La violencia en Colombia es un elemento que se refleja a diario en las calles: atracos, cobro de cuentas, riñas y toda clase de expresiones, en donde no solo se exhibe la agresividad del individuo, sino también la presencia de armas: las de fuego, los cuchillos, los destornilladores, las navajas, etc.
El hecho de que la Policía de Bogotá en una sola campaña que denominó “Desarme por la vida” haya incautado tres toneladas entre armas de fuego, traumáticas y blancas, resulta ser una clara señal de que los ciudadanos vivimos en la calle con la daga en el cuello. Por eso hemos llegado al extremo de que salir con un celular en la mano, o con un reloj de determinada marca, o con una cadena al cuello, puede ser un motivo suficiente para perder no solo el objeto que se porta, sino la vida.
Pero el delito nos acecha en todas las esferas. Las mismas autoridades han dicho, en otro escenario, que en la campaña naval “Orión VII” fueron decomisadas más de 116 toneladas de cocaína, 95 toneladas de marihuana y encontrados y destruidos 780 laboratorios, y afectaciones a las finanzas de grupos ilegales por 7 500 millones de dólares.
Estas cifras indican el poder aterrador del delito, que nos lleva a todos los escenarios posibles, pues hasta en los partidos de fútbol se observa la presencia impresionante de los vándalos, que están dispuestos a accionar armas por cualquier manifestación de júbilo o victoria.

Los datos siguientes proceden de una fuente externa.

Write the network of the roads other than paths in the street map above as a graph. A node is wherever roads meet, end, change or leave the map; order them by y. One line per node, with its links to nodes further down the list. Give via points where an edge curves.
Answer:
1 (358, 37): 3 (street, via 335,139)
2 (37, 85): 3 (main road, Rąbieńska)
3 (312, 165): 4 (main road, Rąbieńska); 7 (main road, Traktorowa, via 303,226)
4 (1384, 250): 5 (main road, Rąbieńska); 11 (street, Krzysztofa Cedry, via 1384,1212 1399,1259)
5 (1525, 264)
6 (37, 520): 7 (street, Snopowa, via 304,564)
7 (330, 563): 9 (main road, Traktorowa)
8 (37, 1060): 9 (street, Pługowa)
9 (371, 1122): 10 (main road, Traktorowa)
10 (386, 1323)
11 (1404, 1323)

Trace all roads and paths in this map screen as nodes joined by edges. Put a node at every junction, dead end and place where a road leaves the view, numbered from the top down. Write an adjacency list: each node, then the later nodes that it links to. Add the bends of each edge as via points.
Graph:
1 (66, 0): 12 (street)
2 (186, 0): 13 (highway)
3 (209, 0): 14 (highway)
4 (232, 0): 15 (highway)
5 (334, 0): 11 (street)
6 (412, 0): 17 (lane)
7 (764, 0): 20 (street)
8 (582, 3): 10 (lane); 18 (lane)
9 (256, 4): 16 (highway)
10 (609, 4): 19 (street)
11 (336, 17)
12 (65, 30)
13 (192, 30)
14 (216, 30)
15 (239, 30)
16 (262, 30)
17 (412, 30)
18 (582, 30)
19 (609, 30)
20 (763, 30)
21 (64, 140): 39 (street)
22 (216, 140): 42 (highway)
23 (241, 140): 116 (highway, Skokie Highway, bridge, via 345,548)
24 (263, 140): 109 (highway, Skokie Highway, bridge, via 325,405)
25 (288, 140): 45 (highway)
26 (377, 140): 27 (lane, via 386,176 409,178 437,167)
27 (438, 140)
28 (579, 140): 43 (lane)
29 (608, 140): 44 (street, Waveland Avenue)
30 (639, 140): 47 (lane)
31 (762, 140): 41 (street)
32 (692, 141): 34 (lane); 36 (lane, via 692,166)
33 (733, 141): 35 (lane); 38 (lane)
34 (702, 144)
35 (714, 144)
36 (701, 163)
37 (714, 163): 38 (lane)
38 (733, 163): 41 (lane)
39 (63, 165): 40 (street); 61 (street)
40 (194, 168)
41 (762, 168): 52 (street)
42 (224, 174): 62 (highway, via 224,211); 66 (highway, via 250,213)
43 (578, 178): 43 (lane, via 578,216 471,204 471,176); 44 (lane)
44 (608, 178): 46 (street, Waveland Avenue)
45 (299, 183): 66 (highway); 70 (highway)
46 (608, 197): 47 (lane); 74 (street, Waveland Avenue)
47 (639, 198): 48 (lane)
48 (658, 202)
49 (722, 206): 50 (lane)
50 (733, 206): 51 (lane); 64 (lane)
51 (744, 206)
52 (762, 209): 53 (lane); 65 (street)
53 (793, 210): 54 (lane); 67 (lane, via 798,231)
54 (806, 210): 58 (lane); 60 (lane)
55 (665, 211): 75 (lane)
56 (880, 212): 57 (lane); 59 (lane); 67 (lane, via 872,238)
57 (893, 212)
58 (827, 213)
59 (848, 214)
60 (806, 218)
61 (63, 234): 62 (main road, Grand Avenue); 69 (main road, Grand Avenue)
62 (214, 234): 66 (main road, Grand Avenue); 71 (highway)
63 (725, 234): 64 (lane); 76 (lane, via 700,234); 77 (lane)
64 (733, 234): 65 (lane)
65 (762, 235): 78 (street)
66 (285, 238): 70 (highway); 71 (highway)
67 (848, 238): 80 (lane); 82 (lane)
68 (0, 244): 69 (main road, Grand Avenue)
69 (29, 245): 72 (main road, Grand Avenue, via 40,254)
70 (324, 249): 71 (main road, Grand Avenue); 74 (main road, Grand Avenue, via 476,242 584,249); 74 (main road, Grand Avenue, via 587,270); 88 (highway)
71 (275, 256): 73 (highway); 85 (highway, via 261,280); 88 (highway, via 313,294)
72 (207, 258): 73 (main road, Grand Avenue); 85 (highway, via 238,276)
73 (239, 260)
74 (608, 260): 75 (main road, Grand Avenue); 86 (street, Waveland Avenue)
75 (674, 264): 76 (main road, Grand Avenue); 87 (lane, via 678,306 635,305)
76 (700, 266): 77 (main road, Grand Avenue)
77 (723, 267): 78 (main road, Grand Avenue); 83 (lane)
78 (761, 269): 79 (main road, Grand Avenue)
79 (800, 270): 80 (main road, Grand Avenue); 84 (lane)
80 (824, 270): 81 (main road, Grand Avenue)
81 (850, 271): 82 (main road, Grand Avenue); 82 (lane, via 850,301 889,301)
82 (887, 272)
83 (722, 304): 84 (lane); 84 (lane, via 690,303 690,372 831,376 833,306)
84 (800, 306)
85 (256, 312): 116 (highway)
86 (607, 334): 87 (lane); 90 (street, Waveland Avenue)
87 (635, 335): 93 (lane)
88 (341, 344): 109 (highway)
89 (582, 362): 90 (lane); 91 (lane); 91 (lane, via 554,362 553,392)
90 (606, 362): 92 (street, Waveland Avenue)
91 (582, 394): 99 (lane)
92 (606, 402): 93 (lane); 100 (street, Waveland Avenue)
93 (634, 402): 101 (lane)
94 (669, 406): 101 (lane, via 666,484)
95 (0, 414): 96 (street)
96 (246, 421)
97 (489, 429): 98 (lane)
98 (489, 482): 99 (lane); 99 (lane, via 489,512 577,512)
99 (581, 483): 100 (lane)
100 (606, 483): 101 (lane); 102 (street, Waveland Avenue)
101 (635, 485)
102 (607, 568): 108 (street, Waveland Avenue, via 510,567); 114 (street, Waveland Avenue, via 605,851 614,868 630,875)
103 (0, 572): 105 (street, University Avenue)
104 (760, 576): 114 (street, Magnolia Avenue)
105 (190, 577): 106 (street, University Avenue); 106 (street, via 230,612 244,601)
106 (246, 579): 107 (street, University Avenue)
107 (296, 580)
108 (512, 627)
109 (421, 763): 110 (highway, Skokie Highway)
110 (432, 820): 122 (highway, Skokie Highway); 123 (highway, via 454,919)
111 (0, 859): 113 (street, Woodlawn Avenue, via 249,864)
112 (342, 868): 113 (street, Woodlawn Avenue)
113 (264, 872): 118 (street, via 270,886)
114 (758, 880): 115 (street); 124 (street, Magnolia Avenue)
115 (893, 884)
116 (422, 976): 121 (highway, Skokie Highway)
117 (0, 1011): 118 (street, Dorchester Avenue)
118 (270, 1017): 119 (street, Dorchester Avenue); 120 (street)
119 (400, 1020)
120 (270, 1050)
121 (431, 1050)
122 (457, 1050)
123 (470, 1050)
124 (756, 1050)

Es también la razón por la cual la convocatoria de una marcha pacífica de protesta se convierte en destrucción de sistemas de transporte, pedreas contra toda clase de edificaciones y heridos y muertos en todos los escenarios, donde es clara la presencia de toda clase de armas, e inclusive de artefactos explosivos.
Todo nos lleva a pensar que la violencia se impone y que el ciudadano común está cada vez más humillado y expuesto a que cualquiera de estas manifestaciones lo agreda y le ponga su vida en peligro. La defensa de la vida, honra y bienes, tal como lo ordena la Constitución Política, queda como letra muerta en el papel, frente a la dramática y cruel cadena de hechos que marcan la vida cotidiana de las ciudades.
La calle no es el lugar amable para transitar y disfrutar una ciudad, sino el escenario del crimen; el ocasional y el organizado, ambos mortíferos, que están acabando con la paz y con la vida.
Esto necesita un estado de cosas de verdadera emergencia social; el ciudadano no se puede mover en medio de pistolas y cuchillos amenazantes. Hay que hacer algo urgente
(Colprensa)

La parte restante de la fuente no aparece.